Many visitors will spend days just exploring the mosques and other architectural landmarks in the city. Istanbul's lesser known palaces include Maslak Kasri, the Sultan’s hunting lodge and resting place, as well as Malta Kosku which was built in the mid-19th century by the Sultan Abdulaziz in a heavily forested park and used as a mansion for the Sultans and their ladies.
When the people of Istanbul want a day to relax in a little country they often take a ferry to the Princes’ Islands, a chain of nine islands where there are no cars. People get around on horse-drawn carts. Heybeliada Island is home to restaurants and stores. The island’s landmark is the hilltop Hagia Triada (Holy Trinity) Monastery, dating back to 1894. Buyukada (Great Island), is covered with villas climbing up the pine covered slopes of a hill.

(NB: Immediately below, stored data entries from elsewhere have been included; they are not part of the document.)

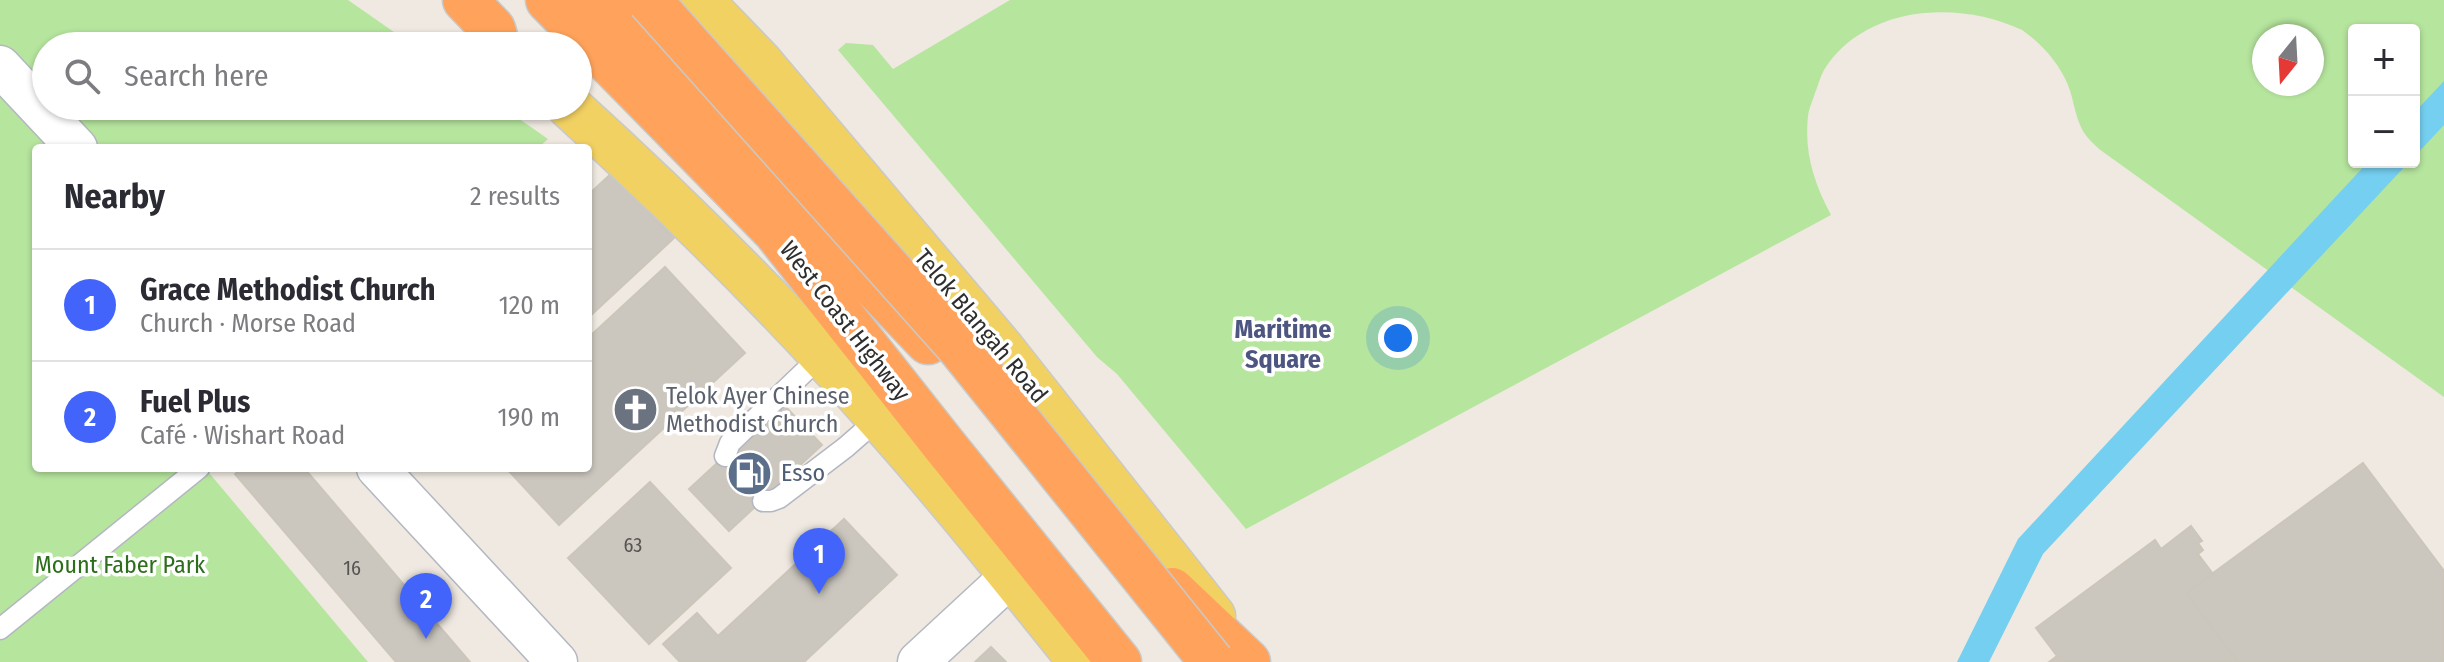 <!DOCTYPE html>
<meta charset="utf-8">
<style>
:root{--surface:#fff;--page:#f2f2f3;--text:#2b2b33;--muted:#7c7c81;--line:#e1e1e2;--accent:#4264fb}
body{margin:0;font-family:"Fira Sans Condensed",sans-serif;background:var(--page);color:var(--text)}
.controls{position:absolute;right:24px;top:24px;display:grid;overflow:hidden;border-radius:8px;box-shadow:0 2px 6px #0004}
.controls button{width:72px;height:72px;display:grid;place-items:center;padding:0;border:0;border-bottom:2px solid var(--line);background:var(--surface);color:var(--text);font:40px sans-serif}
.compass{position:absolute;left:2252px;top:24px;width:72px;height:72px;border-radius:50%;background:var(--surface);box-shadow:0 2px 6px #0004;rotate:198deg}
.you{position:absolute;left:1398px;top:338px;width:28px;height:28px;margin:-20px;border:6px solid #fff;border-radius:50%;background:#1a73e8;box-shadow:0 0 0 12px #1a73e833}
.badge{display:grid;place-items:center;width:52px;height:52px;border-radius:50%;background:var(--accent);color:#fff;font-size:26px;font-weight:700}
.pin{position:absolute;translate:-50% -66px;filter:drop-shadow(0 2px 4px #0008)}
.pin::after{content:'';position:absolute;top:42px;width:28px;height:24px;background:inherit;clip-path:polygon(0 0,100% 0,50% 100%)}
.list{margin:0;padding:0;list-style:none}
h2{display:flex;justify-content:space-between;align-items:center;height:104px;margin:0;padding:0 32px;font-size:34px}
h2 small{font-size:26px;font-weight:400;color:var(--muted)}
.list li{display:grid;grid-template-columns:52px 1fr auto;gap:24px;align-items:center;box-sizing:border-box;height:112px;padding:0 32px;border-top:2px solid var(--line)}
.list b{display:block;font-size:30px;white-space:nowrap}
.list p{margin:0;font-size:26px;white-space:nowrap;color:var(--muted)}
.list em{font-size:26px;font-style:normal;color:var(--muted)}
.icon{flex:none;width:44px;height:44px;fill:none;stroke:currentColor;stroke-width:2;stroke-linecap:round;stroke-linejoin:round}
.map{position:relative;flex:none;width:2444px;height:662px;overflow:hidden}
.search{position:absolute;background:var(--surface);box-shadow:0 2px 6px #0004;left:32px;top:32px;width:560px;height:88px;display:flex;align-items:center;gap:20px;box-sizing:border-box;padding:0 28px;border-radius:44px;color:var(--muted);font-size:30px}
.panel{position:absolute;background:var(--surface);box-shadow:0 2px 6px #0004;left:32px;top:144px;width:560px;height:328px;border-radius:8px}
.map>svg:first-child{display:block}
.green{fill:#b6e59e;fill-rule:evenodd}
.water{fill:#75cff0}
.building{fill:#cbc7bf;stroke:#cbc5ba;stroke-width:2}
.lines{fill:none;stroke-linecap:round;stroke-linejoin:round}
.lane-casing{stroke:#b4b7c1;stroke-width:23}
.street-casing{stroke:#b4b7c1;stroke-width:43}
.primary-casing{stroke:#c9c9c9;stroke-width:47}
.highway-casing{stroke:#c9c9c9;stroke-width:47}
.lane{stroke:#fff;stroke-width:20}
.street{stroke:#fff;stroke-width:40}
.primary{stroke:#f2d163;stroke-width:44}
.highway{stroke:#ffa35c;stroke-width:44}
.highway-bridge-casing{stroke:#c9c9c9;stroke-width:47;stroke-linecap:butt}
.highway-bridge{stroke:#ffa35c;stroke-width:44}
.labels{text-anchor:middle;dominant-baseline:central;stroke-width:7;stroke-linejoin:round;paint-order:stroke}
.number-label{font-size:20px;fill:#555452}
.street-label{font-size:24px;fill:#2e2e2e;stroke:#fff}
.worship-label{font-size:24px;fill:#5b616d;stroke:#fff;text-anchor:start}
.service-label{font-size:24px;fill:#4e5e75;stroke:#fff;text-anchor:start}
.park-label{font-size:24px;fill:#2c6e1b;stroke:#fff}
.neighbourhood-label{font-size:26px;font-weight:bold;fill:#4d5680;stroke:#fff}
</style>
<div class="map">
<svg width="2444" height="662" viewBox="0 0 2444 662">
<rect width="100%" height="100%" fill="#efe9e1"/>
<g class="green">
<path d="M0,0H348L414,46H46V106H501L548,139L538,148H36V468H205L368,662H0Z"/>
<path d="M1010,0H2444V397L2099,149C2094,144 2087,138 2083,131C2075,117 2074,100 2068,85C2059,63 2041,43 2022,30C1958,0 1865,5 1824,70C1820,77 1818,86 1815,93C1813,100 1809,108 1808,116C1804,152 1814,183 1831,215L1246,529L1117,374L1097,357L838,50L846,43L873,45L893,69ZM2354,30H2414V162H2354ZM2264,36H2312V84H2264Z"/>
</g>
<g class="water">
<path d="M2444,81V125L2414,157V113Z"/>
<path d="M2368,162H2409L2043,554L1989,662H1957L2018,539Z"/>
</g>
<g class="building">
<path d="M612,173L674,238L588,318V195Z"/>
<path d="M665,267L745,353L559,525L506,468H588V338Z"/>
<path d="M782,403L822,445L729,531L689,489Z"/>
<path d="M2363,463L2444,571V662H2238L2186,593Z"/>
<path d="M242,468H304L470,662H396L235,474Z"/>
<path d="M650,482L731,568L649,644L568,558Z"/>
<path d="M844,519L897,575L804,662H680L663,644L697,613L718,636Z"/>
<path d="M2191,526L2202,541L2198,543L2203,550L2198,554L2213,574L2186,593L2238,662H2049L2057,656L2036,628L2155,540L2161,549Z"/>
<path d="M991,647L1006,662H975Z"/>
</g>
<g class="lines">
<defs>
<g id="lane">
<path d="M725,456L730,443L822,355"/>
<path d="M763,501H771L779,498L846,447L879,418"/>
<path d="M0,629L199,468"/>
</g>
<g id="street">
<path d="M0,66L77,148"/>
<path d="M377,468L557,662"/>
<path d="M918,662L1011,576"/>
</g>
<g id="primary">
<path d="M700,0L759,61L1003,350L1213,616"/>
<path d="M569,106C677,204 780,306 876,415C947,494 1014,579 1081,662"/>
</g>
<g id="highway">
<path d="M465,0L493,29L496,40"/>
<path d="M548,0L775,231L944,445L1119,662"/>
<path d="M600,0L928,342"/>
<path d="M1172,590L1248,662"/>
</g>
</defs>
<use href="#lane" class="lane-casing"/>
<use href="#street" class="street-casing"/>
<use href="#primary" class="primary-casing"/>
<use href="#highway" class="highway-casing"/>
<use href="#lane" class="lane"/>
<use href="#street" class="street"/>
<use href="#primary" class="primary"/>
<use href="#highway" class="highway"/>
<defs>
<path id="highway-bridge" d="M649,0L959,347L1212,662"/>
</defs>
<use href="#highway-bridge" class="highway-bridge-casing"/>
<use href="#highway-bridge" class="highway-bridge"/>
</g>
<defs>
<symbol id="church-disc" viewBox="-11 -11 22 22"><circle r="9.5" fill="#6b7280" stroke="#fff"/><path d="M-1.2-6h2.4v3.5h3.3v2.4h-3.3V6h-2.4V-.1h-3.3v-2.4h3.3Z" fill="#fff"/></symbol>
<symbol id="fuel-disc" viewBox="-11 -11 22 22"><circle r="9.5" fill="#5c6f8a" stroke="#fff"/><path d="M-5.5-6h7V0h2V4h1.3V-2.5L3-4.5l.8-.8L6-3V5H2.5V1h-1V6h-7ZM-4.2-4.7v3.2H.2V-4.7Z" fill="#fff"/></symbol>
</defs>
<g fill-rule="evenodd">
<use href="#church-disc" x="610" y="384" width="51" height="51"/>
<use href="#fuel-disc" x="724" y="448" width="51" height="51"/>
</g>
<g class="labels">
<g class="number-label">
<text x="633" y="545">63</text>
<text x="352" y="568">16</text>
</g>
<g class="street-label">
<text transform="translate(845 321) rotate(52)">West Coast Highway</text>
<text transform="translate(981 326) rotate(50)">Telok Blangah Road</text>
</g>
<g class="worship-label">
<text x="666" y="396">Telok Ayer Chinese<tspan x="666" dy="28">Methodist Church</tspan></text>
</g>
<g class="service-label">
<text x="781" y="473">Esso</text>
</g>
<g class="park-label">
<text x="120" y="565">Mount Faber Park</text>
</g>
<g class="neighbourhood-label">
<text x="1283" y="329">Maritime<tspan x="1283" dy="30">Square</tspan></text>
</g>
</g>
</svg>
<div class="controls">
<button>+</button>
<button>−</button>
</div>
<svg class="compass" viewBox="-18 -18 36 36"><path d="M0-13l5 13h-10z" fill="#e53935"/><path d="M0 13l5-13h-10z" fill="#7c7c81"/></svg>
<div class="you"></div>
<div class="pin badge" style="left:819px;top:594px">1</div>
<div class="pin badge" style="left:426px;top:639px">2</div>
<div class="search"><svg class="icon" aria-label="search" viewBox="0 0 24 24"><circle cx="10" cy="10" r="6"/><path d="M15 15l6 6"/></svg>Search here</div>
<section class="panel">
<h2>Nearby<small>2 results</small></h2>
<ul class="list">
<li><span class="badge">1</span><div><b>Grace Methodist Church</b><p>Church · Morse Road</p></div><em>120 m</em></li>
<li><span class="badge">2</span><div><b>Fuel Plus</b><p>Café · Wishart Road</p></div><em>190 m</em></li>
</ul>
</section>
</div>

One of the largest parks in Istanbul, Emirgan has several tulip gardens and a special garden was established in the park in the 1960s to revive the city's tradition of tulip cultivation. Although tulips are associated with Holland, commercial cultivation of the tulip began in the Ottoman Empire. The flower slowly entered the Turkish culture as it has been utilized as a motif in the traditional sewn Ottoman garments, the Sultans’ carefully crafted tulip-embroidered caftans, and even received its own name during the historical period known as Tulip era (Lale Devri).
Traditional Turkish steam baths, or hamams, are Ottoman institutions that have been part of the Turkish lifestyle for centuries. Istanbul’s best known hamams are the Suleymaniye Bath in Istanbul, a mixed hamam (men, women and families may bathe together) built by Sultan Suleiman the Magnificent in 1550; and the Cagaloglu Turkish Bath near the Hagia Sophia in Old Istanbul, which dates to 1741.